--- EXERCISE OBJECTIVE ---
With the images set aside, retype every record below character for character.

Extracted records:

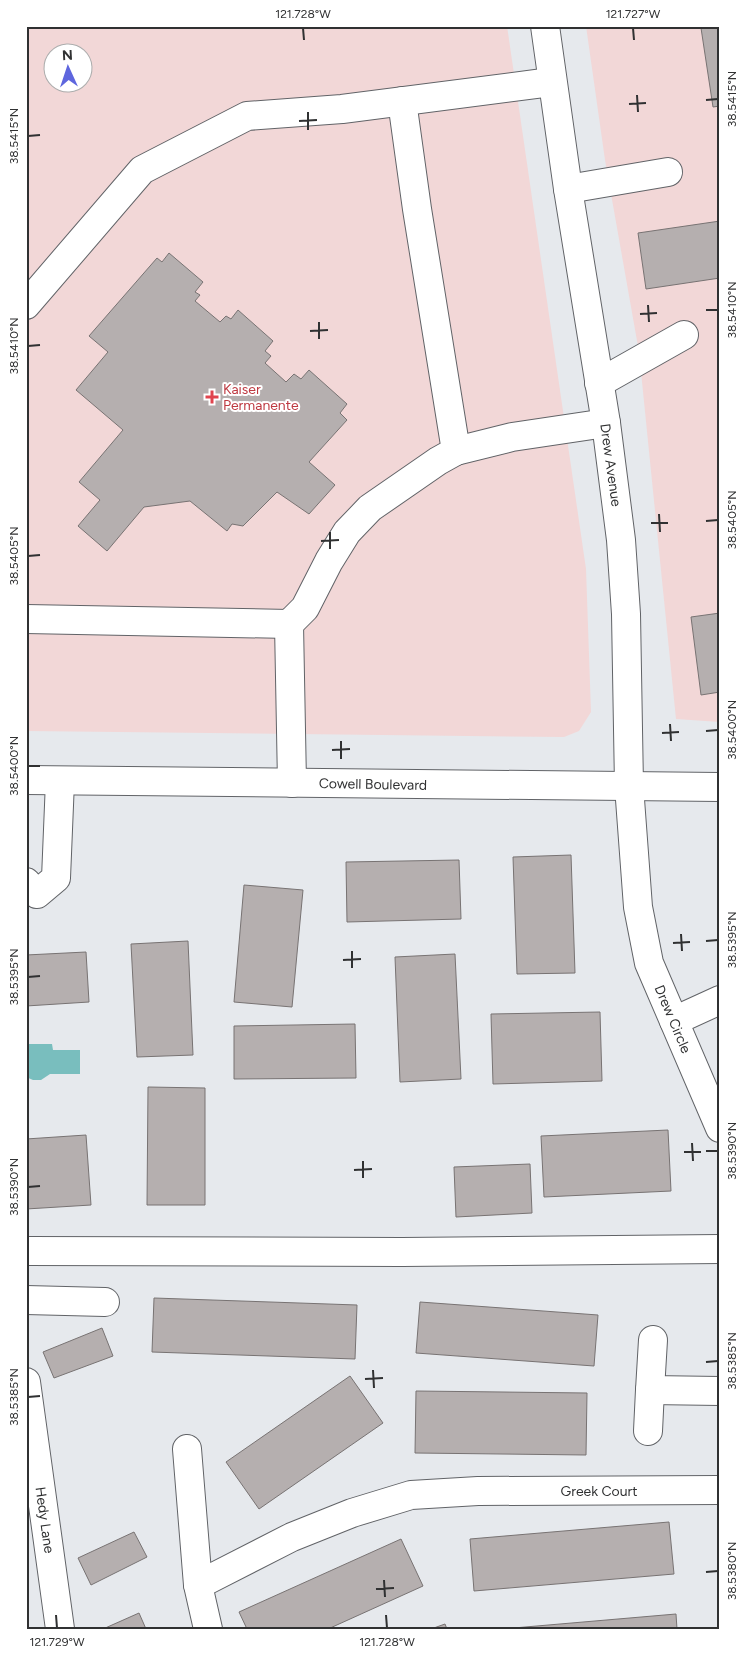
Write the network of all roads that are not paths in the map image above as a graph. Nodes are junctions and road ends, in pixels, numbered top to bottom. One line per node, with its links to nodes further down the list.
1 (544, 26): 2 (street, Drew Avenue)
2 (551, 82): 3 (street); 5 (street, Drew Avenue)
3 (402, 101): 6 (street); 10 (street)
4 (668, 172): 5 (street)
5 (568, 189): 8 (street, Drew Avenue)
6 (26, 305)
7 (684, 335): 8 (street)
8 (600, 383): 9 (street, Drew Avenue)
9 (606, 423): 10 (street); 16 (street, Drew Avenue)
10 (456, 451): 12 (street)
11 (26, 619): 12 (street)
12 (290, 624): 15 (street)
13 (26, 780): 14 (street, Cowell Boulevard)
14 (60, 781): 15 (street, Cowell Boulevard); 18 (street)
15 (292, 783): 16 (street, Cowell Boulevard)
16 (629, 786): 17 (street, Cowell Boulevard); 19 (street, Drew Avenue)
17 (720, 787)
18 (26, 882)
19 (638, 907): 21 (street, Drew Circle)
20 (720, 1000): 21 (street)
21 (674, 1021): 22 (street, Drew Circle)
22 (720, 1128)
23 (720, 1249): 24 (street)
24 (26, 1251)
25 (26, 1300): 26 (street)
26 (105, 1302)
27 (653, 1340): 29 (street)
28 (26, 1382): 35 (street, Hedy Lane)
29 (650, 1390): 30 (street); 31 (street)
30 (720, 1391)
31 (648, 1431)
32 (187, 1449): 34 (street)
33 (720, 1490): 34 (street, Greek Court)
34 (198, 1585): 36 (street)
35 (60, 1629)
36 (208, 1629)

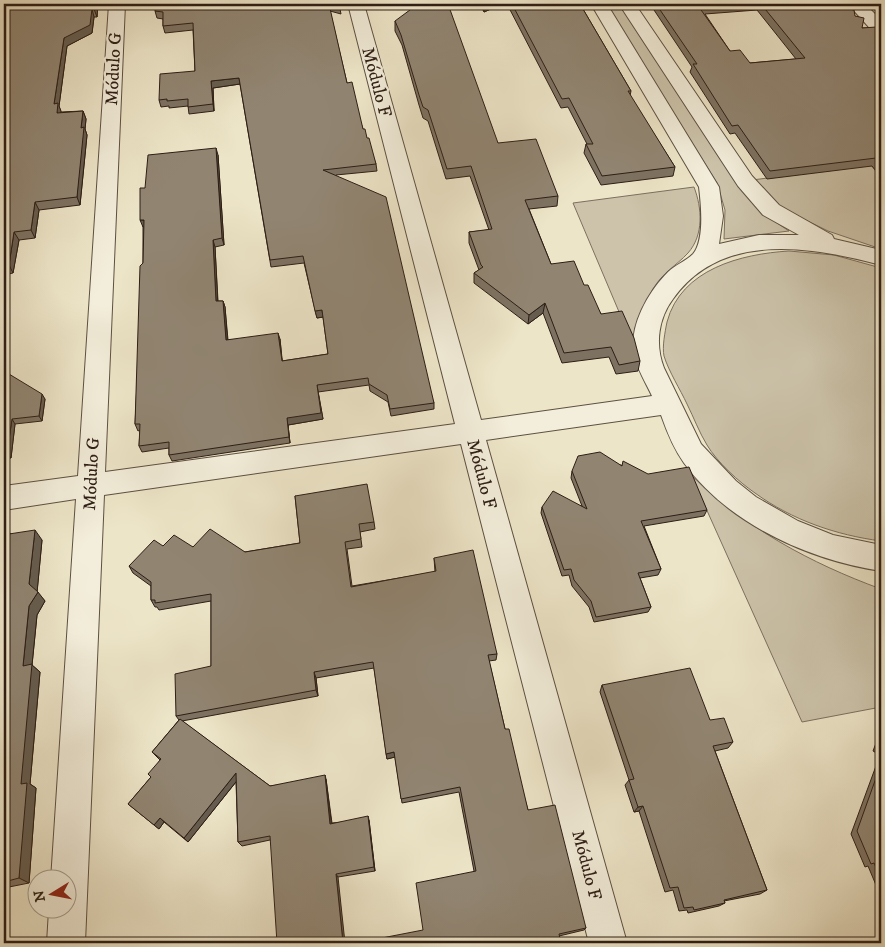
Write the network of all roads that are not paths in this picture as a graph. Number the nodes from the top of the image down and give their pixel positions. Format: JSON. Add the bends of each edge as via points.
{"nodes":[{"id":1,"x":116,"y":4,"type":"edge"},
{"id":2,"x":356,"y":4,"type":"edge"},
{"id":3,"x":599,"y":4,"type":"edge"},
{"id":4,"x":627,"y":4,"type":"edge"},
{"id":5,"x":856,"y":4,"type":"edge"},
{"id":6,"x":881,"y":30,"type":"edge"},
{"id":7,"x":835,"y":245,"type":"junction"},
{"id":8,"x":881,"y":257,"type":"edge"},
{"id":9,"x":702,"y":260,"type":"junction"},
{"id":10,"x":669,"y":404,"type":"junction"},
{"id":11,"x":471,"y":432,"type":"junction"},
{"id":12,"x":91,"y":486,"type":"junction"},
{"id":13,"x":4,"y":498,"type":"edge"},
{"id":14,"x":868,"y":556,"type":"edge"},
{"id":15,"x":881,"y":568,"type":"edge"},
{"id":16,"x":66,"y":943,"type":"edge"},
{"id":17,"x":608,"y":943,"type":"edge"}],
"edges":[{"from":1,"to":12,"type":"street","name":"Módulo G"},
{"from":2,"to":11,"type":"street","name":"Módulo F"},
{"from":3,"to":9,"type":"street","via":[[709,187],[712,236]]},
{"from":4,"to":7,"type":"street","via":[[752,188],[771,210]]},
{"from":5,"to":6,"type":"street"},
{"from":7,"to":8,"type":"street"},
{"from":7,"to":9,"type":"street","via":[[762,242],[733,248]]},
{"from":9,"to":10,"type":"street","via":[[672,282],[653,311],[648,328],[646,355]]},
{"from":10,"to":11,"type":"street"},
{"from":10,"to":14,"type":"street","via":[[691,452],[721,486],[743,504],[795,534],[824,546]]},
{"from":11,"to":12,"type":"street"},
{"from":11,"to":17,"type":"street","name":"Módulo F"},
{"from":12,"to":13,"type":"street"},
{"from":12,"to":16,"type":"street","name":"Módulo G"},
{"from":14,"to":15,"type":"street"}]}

--- RESULT OF THE TASK ---
Write the network of all roads that are not paths in the map image above as a graph. Nodes are junctions and road ends, in pixels, numbered top to bottom. One line per node, with its links to nodes further down the list.
1 (544, 26): 2 (street, Drew Avenue)
2 (551, 82): 3 (street); 5 (street, Drew Avenue)
3 (402, 101): 6 (street); 10 (street)
4 (668, 172): 5 (street)
5 (568, 189): 8 (street, Drew Avenue)
6 (26, 305)
7 (684, 335): 8 (street)
8 (600, 383): 9 (street, Drew Avenue)
9 (606, 423): 10 (street); 16 (street, Drew Avenue)
10 (456, 451): 12 (street)
11 (26, 619): 12 (street)
12 (290, 624): 15 (street)
13 (26, 780): 14 (street, Cowell Boulevard)
14 (60, 781): 15 (street, Cowell Boulevard); 18 (street)
15 (292, 783): 16 (street, Cowell Boulevard)
16 (629, 786): 17 (street, Cowell Boulevard); 19 (street, Drew Avenue)
17 (720, 787)
18 (26, 882)
19 (638, 907): 21 (street, Drew Circle)
20 (720, 1000): 21 (street)
21 (674, 1021): 22 (street, Drew Circle)
22 (720, 1128)
23 (720, 1249): 24 (street)
24 (26, 1251)
25 (26, 1300): 26 (street)
26 (105, 1302)
27 (653, 1340): 29 (street)
28 (26, 1382): 35 (street, Hedy Lane)
29 (650, 1390): 30 (street); 31 (street)
30 (720, 1391)
31 (648, 1431)
32 (187, 1449): 34 (street)
33 (720, 1490): 34 (street, Greek Court)
34 (198, 1585): 36 (street)
35 (60, 1629)
36 (208, 1629)

Write the network of all roads that are not paths in this picture as a graph. Number the nodes from the top of the image down and give their pixel positions. Format: JSON. Add the bends of each edge as via points.
{"nodes":[{"id":1,"x":116,"y":4,"type":"edge"},
{"id":2,"x":356,"y":4,"type":"edge"},
{"id":3,"x":599,"y":4,"type":"edge"},
{"id":4,"x":627,"y":4,"type":"edge"},
{"id":5,"x":856,"y":4,"type":"edge"},
{"id":6,"x":881,"y":30,"type":"edge"},
{"id":7,"x":835,"y":245,"type":"junction"},
{"id":8,"x":881,"y":257,"type":"edge"},
{"id":9,"x":702,"y":260,"type":"junction"},
{"id":10,"x":669,"y":404,"type":"junction"},
{"id":11,"x":471,"y":432,"type":"junction"},
{"id":12,"x":91,"y":486,"type":"junction"},
{"id":13,"x":4,"y":498,"type":"edge"},
{"id":14,"x":868,"y":556,"type":"edge"},
{"id":15,"x":881,"y":568,"type":"edge"},
{"id":16,"x":66,"y":943,"type":"edge"},
{"id":17,"x":608,"y":943,"type":"edge"}],
"edges":[{"from":1,"to":12,"type":"street","name":"Módulo G"},
{"from":2,"to":11,"type":"street","name":"Módulo F"},
{"from":3,"to":9,"type":"street","via":[[709,187],[712,236]]},
{"from":4,"to":7,"type":"street","via":[[752,188],[771,210]]},
{"from":5,"to":6,"type":"street"},
{"from":7,"to":8,"type":"street"},
{"from":7,"to":9,"type":"street","via":[[762,242],[733,248]]},
{"from":9,"to":10,"type":"street","via":[[672,282],[653,311],[648,328],[646,355]]},
{"from":10,"to":11,"type":"street"},
{"from":10,"to":14,"type":"street","via":[[691,452],[721,486],[743,504],[795,534],[824,546]]},
{"from":11,"to":12,"type":"street"},
{"from":11,"to":17,"type":"street","name":"Módulo F"},
{"from":12,"to":13,"type":"street"},
{"from":12,"to":16,"type":"street","name":"Módulo G"},
{"from":14,"to":15,"type":"street"}]}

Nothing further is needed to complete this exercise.